Here are some pretty ugly numbers and a look in to why I am so obsessed with helping people avoid infection. The sad part is, you can protect yourself pretty well with basic “security 101” stuff like  segmenting the network, “least privilege” access, weapons-grade backups and quality awareness training/simulated phishing. You don’t need to burn money to protect yourself.

  • 85 percent of those infected had systems forced offline for at least a week
  • 1/3rd of cases resulted in data being inaccessible for a month or more
  • 15 percent found that their data was completely unrecoverable
  • 63 percent of orgs have no official ransomware policy in place
  • About 50 percent of victims paid more than £3000 ($3700) in ransom
  • SMBs usually paid  between £500 ($621) and £1500 ($1864)

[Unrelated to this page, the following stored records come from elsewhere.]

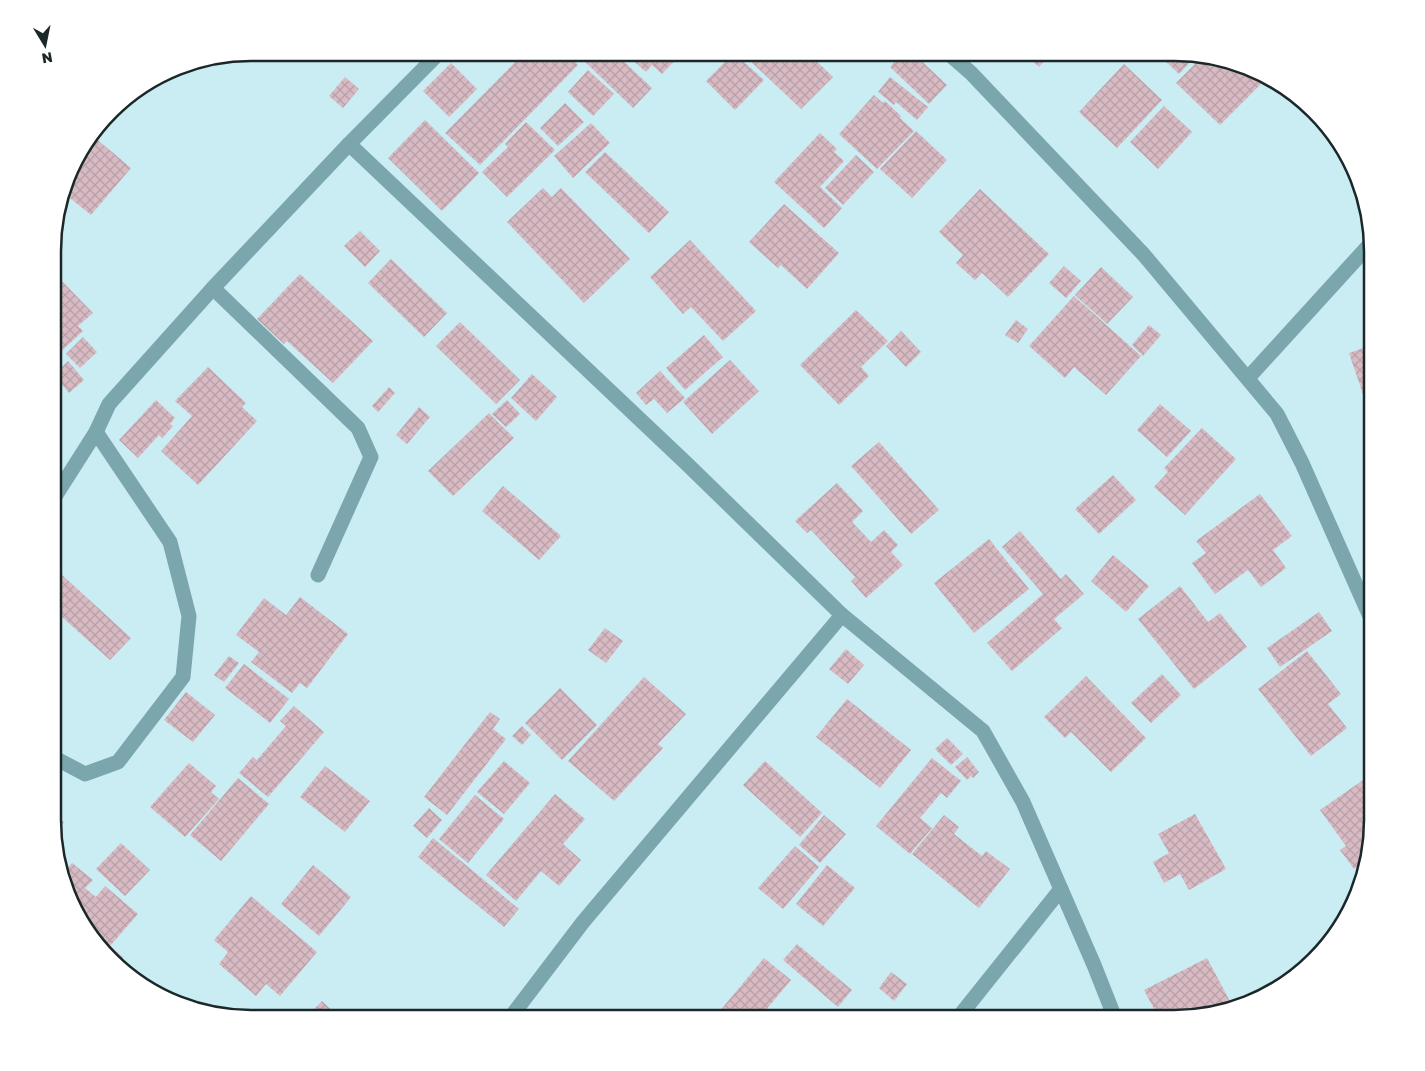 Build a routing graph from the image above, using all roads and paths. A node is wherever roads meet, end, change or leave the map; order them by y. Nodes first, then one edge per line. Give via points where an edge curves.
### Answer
1 (431, 61) edge
2 (957, 61) edge
3 (349, 144) junction
4 (1364, 251) edge
5 (213, 288) junction
6 (1248, 378) junction
7 (96, 432) junction
8 (61, 487) edge
9 (318, 575) dead end
10 (1364, 603) edge
11 (842, 615) junction
12 (61, 761) edge
13 (1061, 889) junction
14 (516, 1010) edge
15 (964, 1010) edge
16 (1112, 1010) edge

1 - 3 street
2 - 6 street via 1144,255
3 - 5 street
3 - 11 street
4 - 6 street
5 - 7 street via 109,404
5 - 9 street via 358,428 371,457
6 - 10 street via 1277,414
7 - 8 street
7 - 12 street via 170,542 189,616 183,677 118,762 85,774
11 - 13 street via 983,731 1023,802
11 - 14 street via 584,922
13 - 15 street
13 - 16 street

Those are pretty ugly numbers folks. My company has a free Ransomware Hostage Rescue Manual that can help prepare for this, as well as a free ransomware simulator you can use to check your endpoint protection settings and capabilities. Please, for the love of all that is good in the world, do something to prepare for ransomware attacks. No matter the size of your company, you need to be ready. Not to sound like a sales pitch, but the KnowBe4 platform starts at only about a buck per month/per user and gives you unlimited training and phishing with a really easy to use platform, so things that can make a big difference (and it really does!) aren’t even that expensive.

 

Don’t Panic: Simple ways to deal with a risk gone wrong

NOTE: This is a repost of something I initially posted to LinkedIn. I will be consolidating a number of older posts to my blog in the near future. Enjoy.

Have you ever seen someone make a bad decision in traffic, perhaps not paying attention while changing lanes or something similar, avoid an accident, then make up for it by driving like an idiot afterword? Often times this involves speeding up, weaving in and out of traffic and other less-than-careful maneuvers.

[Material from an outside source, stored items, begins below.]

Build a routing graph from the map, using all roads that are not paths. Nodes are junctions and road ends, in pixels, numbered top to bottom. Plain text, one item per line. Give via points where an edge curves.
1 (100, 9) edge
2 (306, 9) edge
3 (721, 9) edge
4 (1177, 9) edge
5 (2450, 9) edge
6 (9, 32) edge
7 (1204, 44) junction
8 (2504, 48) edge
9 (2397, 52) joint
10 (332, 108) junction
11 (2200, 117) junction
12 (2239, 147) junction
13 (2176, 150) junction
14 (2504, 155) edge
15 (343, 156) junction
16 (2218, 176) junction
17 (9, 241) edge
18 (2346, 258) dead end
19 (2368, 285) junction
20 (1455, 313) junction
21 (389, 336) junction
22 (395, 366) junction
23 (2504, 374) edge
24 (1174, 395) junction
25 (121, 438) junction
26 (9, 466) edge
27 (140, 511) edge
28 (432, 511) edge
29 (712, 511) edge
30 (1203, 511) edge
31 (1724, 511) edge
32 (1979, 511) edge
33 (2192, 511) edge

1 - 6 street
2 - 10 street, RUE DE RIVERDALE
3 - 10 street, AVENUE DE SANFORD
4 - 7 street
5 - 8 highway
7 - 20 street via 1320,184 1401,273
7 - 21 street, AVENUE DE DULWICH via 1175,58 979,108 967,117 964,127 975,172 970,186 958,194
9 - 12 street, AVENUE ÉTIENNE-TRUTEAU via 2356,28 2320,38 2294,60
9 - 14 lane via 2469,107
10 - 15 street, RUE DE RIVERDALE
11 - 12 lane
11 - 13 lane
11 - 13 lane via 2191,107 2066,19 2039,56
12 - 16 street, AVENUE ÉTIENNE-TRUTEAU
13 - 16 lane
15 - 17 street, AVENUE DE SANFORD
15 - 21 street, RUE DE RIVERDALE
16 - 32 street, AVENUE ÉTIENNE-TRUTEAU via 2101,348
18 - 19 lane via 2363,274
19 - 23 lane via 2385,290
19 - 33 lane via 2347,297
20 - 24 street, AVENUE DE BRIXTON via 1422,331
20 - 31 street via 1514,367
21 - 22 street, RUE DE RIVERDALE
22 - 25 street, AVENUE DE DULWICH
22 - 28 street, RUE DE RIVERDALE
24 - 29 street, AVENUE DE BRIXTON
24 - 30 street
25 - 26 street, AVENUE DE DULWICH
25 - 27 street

I see this happen a lot in my commute in the Florida traffic and often wonder why we as humans, after escaping or recovering from potential disaster, seem to recover by exhibiting even more risky behavior. Full disclosure here, I have been in these shoes myself and looked back at things wonder what I was thinking.

In my IT career I have seen this same phenomenon happen in incident response situations. A mistake is made during the response, and the individual overcompensates and makes poor decisions moving forward. The more the rope unravels, the worse things get.

Ransomware and CEO Fraud (aka Business Email Compromise or BEC) are certainly key concerns in today’s risk landscape. While preventing the incidents through user training is a core competency of my company and a proven method of defense, sometimes a person will accidentally click on the wrong thing. If this does happen, it is important to remain calm and not make the mistake of overcompensating. So what can you do to keep calm in these situations?

First, have a plan. If you make a plan when you are calm, it can keep you from missing steps or overlooking simple things. This plan should identify the risks and include preventative measures, like Security Awareness Training for phishing attacks, and actions in case things do happen.

Second is to have a plan for when you don’t have a plan. There will be times when the unexpected happens and you have not planned for it. The plan can be as simple as reminding yourself to calm down and assess the situation rationally, but should be written down somewhere as part of the process prior to the moment of panic.

Third, communicate clearly with others using as many facts as you can and make it clear when there are assumptions on the table. Your credibility is key to allowing leadership and your team to make correct decisions. It’s OK to mention theories, but make sure the audience knows it is just a theory until it can be proved. Don’t be the source of panic, but instead the voice of reason. This will help your entire team function better and keep you from recovering from one mistake just to make another one.

Keep these things in mind and you can keep cruising moving along in the fast lane.